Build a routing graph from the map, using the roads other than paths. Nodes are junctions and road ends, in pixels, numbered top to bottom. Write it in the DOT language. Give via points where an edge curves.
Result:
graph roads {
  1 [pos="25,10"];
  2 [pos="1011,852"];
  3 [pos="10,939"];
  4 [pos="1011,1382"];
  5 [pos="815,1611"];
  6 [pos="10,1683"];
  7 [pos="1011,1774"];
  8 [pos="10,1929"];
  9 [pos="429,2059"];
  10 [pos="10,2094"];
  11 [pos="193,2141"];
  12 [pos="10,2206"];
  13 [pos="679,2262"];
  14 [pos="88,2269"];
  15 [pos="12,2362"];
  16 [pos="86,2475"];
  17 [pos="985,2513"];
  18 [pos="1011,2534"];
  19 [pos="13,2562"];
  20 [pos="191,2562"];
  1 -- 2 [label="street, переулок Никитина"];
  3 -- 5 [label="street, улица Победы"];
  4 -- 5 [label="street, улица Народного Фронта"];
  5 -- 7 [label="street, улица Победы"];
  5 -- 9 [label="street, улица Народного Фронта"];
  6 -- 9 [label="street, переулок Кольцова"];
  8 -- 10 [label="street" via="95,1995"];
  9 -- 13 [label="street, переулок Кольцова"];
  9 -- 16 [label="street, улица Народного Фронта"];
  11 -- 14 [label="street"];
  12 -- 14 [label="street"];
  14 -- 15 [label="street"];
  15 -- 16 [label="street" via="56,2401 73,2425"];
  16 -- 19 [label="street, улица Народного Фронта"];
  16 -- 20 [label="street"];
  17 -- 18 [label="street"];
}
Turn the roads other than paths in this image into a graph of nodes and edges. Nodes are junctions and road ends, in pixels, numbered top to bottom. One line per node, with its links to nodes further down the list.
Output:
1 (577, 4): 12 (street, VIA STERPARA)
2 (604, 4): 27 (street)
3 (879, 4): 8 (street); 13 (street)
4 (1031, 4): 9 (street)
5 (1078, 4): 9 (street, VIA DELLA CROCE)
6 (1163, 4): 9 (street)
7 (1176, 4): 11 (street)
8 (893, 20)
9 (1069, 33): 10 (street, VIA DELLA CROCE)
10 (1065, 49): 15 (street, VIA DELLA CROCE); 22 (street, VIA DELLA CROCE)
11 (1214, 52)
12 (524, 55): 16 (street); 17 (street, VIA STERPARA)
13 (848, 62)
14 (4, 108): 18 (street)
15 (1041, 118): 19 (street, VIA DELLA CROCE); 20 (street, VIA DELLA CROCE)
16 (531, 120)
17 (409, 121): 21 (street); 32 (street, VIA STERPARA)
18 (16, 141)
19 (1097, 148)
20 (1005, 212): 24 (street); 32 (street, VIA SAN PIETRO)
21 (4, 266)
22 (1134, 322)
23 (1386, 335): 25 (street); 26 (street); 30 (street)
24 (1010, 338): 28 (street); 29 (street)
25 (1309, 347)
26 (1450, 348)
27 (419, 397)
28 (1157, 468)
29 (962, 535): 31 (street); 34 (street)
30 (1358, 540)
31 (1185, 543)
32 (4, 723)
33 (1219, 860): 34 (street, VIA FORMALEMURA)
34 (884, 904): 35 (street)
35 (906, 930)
============================================================
Work to complete
Would you return all of the material exactly as written?

Solution for this task
Build a routing graph from the map, using the roads other than paths. Nodes are junctions and road ends, in pixels, numbered top to bottom. Write it in the DOT language. Give via points where an edge curves.
Result:
graph roads {
  1 [pos="25,10"];
  2 [pos="1011,852"];
  3 [pos="10,939"];
  4 [pos="1011,1382"];
  5 [pos="815,1611"];
  6 [pos="10,1683"];
  7 [pos="1011,1774"];
  8 [pos="10,1929"];
  9 [pos="429,2059"];
  10 [pos="10,2094"];
  11 [pos="193,2141"];
  12 [pos="10,2206"];
  13 [pos="679,2262"];
  14 [pos="88,2269"];
  15 [pos="12,2362"];
  16 [pos="86,2475"];
  17 [pos="985,2513"];
  18 [pos="1011,2534"];
  19 [pos="13,2562"];
  20 [pos="191,2562"];
  1 -- 2 [label="street, переулок Никитина"];
  3 -- 5 [label="street, улица Победы"];
  4 -- 5 [label="street, улица Народного Фронта"];
  5 -- 7 [label="street, улица Победы"];
  5 -- 9 [label="street, улица Народного Фронта"];
  6 -- 9 [label="street, переулок Кольцова"];
  8 -- 10 [label="street" via="95,1995"];
  9 -- 13 [label="street, переулок Кольцова"];
  9 -- 16 [label="street, улица Народного Фронта"];
  11 -- 14 [label="street"];
  12 -- 14 [label="street"];
  14 -- 15 [label="street"];
  15 -- 16 [label="street" via="56,2401 73,2425"];
  16 -- 19 [label="street, улица Народного Фронта"];
  16 -- 20 [label="street"];
  17 -- 18 [label="street"];
}
Turn the roads other than paths in this image into a graph of nodes and edges. Nodes are junctions and road ends, in pixels, numbered top to bottom. One line per node, with its links to nodes further down the list.
Output:
1 (577, 4): 12 (street, VIA STERPARA)
2 (604, 4): 27 (street)
3 (879, 4): 8 (street); 13 (street)
4 (1031, 4): 9 (street)
5 (1078, 4): 9 (street, VIA DELLA CROCE)
6 (1163, 4): 9 (street)
7 (1176, 4): 11 (street)
8 (893, 20)
9 (1069, 33): 10 (street, VIA DELLA CROCE)
10 (1065, 49): 15 (street, VIA DELLA CROCE); 22 (street, VIA DELLA CROCE)
11 (1214, 52)
12 (524, 55): 16 (street); 17 (street, VIA STERPARA)
13 (848, 62)
14 (4, 108): 18 (street)
15 (1041, 118): 19 (street, VIA DELLA CROCE); 20 (street, VIA DELLA CROCE)
16 (531, 120)
17 (409, 121): 21 (street); 32 (street, VIA STERPARA)
18 (16, 141)
19 (1097, 148)
20 (1005, 212): 24 (street); 32 (street, VIA SAN PIETRO)
21 (4, 266)
22 (1134, 322)
23 (1386, 335): 25 (street); 26 (street); 30 (street)
24 (1010, 338): 28 (street); 29 (street)
25 (1309, 347)
26 (1450, 348)
27 (419, 397)
28 (1157, 468)
29 (962, 535): 31 (street); 34 (street)
30 (1358, 540)
31 (1185, 543)
32 (4, 723)
33 (1219, 860): 34 (street, VIA FORMALEMURA)
34 (884, 904): 35 (street)
35 (906, 930)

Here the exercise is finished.